* About this task:
Omit the pictures, and output the rest of the entries exactly as written.

* Data shown:
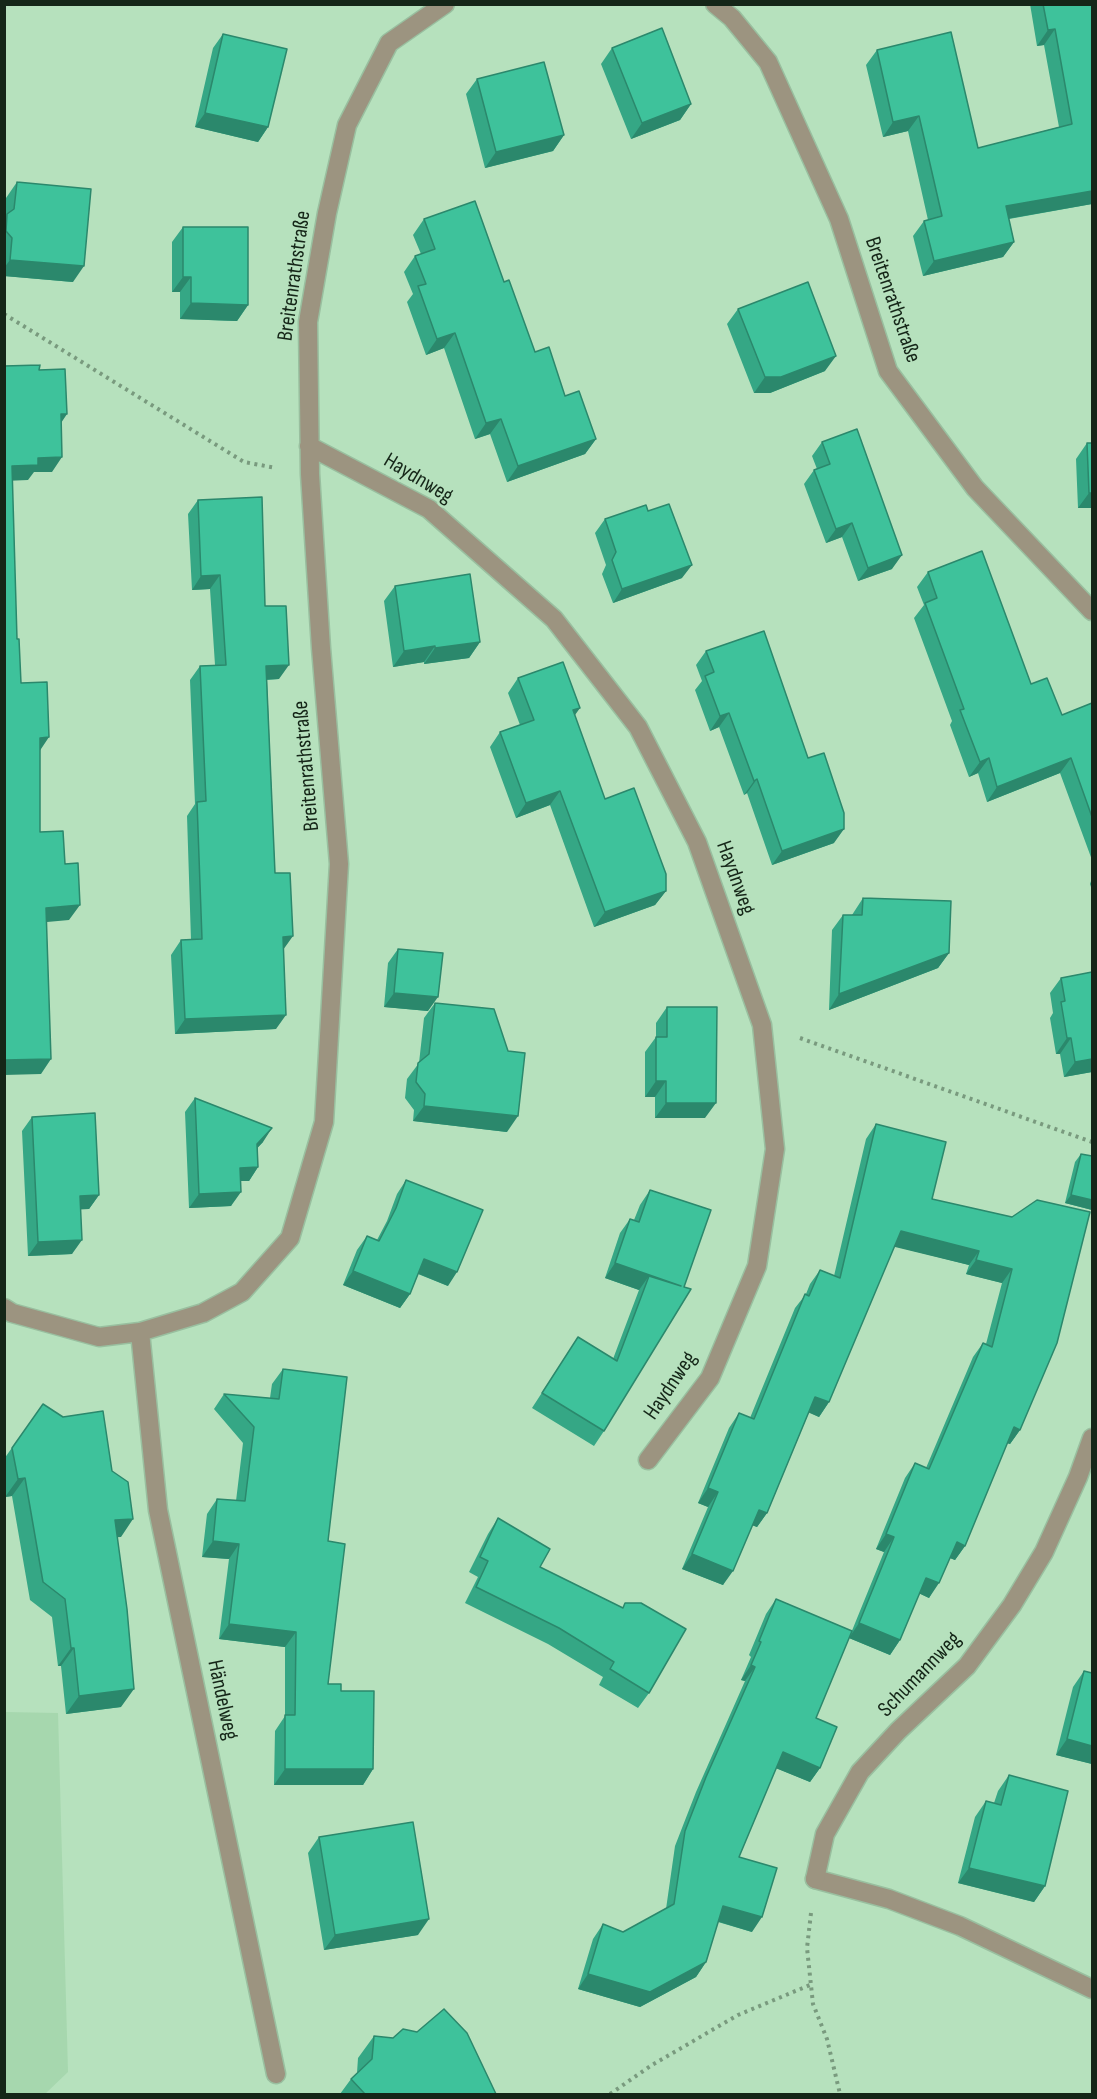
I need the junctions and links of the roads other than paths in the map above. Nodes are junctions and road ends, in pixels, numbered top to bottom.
1 (445, 4) edge
2 (716, 4) edge
3 (309, 446) junction
4 (1092, 611) edge
5 (4, 1308) edge
6 (140, 1332) junction
7 (1092, 1438) edge
8 (648, 1460) dead end
9 (1092, 1989) edge
10 (276, 2074) dead end

1 - 3 street, Breitenrathstraße
2 - 4 street, Breitenrathstraße
3 - 6 street, Breitenrathstraße
3 - 8 street, Haydnweg
5 - 6 street, Breitenrathstraße
6 - 10 street, Händelweg
7 - 9 street, Schumannweg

* Solution to this problem:
I need the junctions and links of the roads other than paths in the map above. Nodes are junctions and road ends, in pixels, numbered top to bottom.
1 (445, 4) edge
2 (716, 4) edge
3 (309, 446) junction
4 (1092, 611) edge
5 (4, 1308) edge
6 (140, 1332) junction
7 (1092, 1438) edge
8 (648, 1460) dead end
9 (1092, 1989) edge
10 (276, 2074) dead end

1 - 3 street, Breitenrathstraße
2 - 4 street, Breitenrathstraße
3 - 6 street, Breitenrathstraße
3 - 8 street, Haydnweg
5 - 6 street, Breitenrathstraße
6 - 10 street, Händelweg
7 - 9 street, Schumannweg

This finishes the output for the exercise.